The battle is on.
The Fed is now charging full steam ahead against the enemy inflation. What was transitory only a few months ago turned out to be more endemic and threatening than any of the Federal Reserve members could see.
Only weathermen and Federal Reserve members can be so wrong, for so long and keep their jobs.
Now they’ve been changing much of their language to indicate they’re well aware of the situation and “on the case.” With one exception…
While everything and everyone else is telling a very different story, they’re still talking about 2 percent inflation targets.
The Harsh Reality of Inflation Today
Fed officials approach the topic of inflation from an academic’s white board—but business leaders have been assessing living in this reality for the better part of a year. And they’re telling a somewhat different story—prices have been skyrocketing throughout 2021.Coke Chief Executive James Quincey said, he expects supply-chain disruptions to improve in 2022, along with the effects of the pandemic, but he cautioned: “It’s not going to be back to 2019 fully in 2022.”
Hugh Johnston, PepsiCo’s chief financial officer, said he is preparing for the possibility that “cost pressures could continue into 2023.”
Mattel CFO Anthony DiSilvestro said in the company’s Q4 reporting, “Following two consecutive years of double-digit inflation rates and cost of goods sold, we expect inflation to moderate in 2023.”

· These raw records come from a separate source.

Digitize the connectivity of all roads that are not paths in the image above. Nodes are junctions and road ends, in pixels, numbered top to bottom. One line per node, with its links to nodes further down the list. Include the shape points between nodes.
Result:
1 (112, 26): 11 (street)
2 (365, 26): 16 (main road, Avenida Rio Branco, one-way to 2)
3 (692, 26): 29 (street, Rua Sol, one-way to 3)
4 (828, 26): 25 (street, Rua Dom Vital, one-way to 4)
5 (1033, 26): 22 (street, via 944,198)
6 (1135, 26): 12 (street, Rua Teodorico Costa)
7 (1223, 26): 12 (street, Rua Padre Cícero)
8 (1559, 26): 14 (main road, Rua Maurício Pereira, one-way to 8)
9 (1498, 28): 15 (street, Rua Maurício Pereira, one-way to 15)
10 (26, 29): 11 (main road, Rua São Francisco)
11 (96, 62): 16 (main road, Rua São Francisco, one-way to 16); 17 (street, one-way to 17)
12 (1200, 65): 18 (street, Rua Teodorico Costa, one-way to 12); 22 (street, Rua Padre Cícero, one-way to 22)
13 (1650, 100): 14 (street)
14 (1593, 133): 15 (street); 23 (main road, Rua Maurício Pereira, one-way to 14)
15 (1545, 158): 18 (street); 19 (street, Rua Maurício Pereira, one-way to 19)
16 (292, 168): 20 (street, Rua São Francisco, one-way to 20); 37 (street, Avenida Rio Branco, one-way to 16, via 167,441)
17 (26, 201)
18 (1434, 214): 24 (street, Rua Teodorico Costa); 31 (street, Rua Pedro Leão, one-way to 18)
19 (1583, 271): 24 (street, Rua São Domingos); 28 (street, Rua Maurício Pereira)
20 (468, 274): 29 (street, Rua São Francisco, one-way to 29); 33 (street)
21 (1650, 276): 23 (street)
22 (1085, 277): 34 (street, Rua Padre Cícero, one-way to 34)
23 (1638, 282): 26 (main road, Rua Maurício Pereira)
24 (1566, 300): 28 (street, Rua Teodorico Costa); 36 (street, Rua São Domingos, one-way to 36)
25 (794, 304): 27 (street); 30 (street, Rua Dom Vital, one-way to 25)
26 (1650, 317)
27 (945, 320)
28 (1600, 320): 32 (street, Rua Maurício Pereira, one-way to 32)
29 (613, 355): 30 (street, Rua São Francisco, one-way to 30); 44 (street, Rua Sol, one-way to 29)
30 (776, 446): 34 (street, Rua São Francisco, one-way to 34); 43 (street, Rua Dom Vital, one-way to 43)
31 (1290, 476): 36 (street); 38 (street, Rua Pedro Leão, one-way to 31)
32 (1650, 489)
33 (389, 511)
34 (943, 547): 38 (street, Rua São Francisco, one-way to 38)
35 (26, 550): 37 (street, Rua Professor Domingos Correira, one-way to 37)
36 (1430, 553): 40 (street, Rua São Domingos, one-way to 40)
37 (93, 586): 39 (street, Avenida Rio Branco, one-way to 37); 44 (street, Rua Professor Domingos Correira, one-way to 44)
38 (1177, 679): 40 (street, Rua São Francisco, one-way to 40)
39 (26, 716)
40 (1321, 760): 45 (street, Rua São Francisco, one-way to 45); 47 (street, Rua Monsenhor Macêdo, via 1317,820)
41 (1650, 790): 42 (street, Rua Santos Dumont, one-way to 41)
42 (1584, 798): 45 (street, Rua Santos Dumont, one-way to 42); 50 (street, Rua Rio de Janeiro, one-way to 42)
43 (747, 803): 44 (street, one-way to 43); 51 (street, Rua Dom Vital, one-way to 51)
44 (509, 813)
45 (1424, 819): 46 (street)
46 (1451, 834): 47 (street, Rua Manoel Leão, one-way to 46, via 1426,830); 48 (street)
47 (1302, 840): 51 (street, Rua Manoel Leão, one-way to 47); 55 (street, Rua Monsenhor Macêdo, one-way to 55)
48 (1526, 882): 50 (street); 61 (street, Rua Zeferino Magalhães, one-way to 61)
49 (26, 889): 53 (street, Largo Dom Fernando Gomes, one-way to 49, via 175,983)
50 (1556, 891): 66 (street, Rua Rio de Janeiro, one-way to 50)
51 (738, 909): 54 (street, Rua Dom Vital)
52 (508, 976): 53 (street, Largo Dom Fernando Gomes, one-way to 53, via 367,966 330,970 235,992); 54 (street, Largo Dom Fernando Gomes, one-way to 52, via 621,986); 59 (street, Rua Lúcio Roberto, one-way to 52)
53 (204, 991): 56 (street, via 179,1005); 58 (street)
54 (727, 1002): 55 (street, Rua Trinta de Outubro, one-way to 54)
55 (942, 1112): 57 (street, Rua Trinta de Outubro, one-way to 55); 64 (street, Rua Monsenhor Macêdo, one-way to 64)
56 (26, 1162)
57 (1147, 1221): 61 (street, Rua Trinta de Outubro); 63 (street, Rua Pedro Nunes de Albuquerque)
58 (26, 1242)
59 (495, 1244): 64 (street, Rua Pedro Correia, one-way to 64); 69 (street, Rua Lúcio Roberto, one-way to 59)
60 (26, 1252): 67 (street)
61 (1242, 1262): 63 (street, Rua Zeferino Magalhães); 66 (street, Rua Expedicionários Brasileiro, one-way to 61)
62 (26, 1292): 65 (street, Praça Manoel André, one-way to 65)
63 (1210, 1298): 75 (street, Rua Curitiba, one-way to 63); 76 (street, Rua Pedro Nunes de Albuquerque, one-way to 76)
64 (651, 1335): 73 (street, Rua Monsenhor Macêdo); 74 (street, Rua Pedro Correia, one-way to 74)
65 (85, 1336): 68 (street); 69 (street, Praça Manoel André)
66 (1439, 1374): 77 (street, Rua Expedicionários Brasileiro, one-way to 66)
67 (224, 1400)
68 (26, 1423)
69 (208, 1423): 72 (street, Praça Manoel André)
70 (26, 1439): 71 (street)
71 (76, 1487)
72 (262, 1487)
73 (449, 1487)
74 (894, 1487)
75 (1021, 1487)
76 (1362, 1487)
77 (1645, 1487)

Tyson CEO Donnie King noted, “We’re seeing inflation across our supply chain. We’re not asking customers or the consumer ultimately to pay for our inefficiencies, we’re asking them to pay for inflation.”
The CFO of Kellogg, Amit Banati, has been equally forthcoming, “In terms of inflation …. It’s continued to accelerate, and we’ve seen that through 2021. So we are expecting double-digit inflation in 2022, and the bulk of it is market-driven. … We’re seeing inflation in ingredients and packaging, oil, corn, wheat, and on the packaging side, cans, cartons. So we’re seeing broad-based inflation across our ingredients.”
Expectations don’t stop at the boardroom.
Turns out consumers are pretty aware too. And just as dismal about the short- and mid-term prospects of inflation.
Every month the New York Fed releases the results of its consumer expectations survey. The median expected inflation rate for the next year is 6 percent. The median expected inflation rate three years out is still 4 percent!
What’s the Fed’s Problem?
The Federal Reserve has always been notoriously late to the party when it comes to monetary policy. That’s in part due to their need to “soft sell” bad news. (Yet, when it’s time to ease, they jump right on the gas.) They clung to their “transitory” narrative for months, while inflation built a massive head of steam, so as not to shock a market too addicted to cheap money.Then it was the taper narrative. Then the double-time taper. And finally all the rate hike talk including St. Louis Fed President (and resident uber-hawk) Jim Bullard who’s been talking about a nuclear approach to tightening.
This year, the S&P 500 is down roughly 8 percent—not a great start for the market, but given the narrative the Fed has been feeding it, it could probably be a lot worse.
But there’s one dogma they’re still clinging to—their 2 percent inflation target.
As ridiculous as it sounds, Americans have come to accept the fact that “price stability”—one of the Fed’s mandates—includes raising the cost of living by 2 percent every year. But when inflation surges, what happens?
Think about it… once prices go up due to a surge in inflation, do they ever go back to previous levels? No, even if companies do lower prices in response to a retreat in inflation, they’ll still build in a couple percent price increase for the next time inflation gets ornery.
The Fed needs to come to the realization that a 2 percent inflation target is no longer valid. Maybe they have and are just too wary to announce it to the market. Either way, going forward the Fed’s next big job will be to explain how 3.5 percent to 4 percent is a reasonable inflation target.
The price of the “new normal” is going to be a lot more painful.
Given that the Fed—by raising their inflation target—will be stealing more of your money, investors would do well to look at investments that provide income. Dividend ETFs have become a good way to protect your portfolio against inflation. The Vanguard Dividend Appreciation ETF, the Schwab U.S. Dividend Equity ETF, and the iShares Core Dividend Growth ETF are all worth reviewing.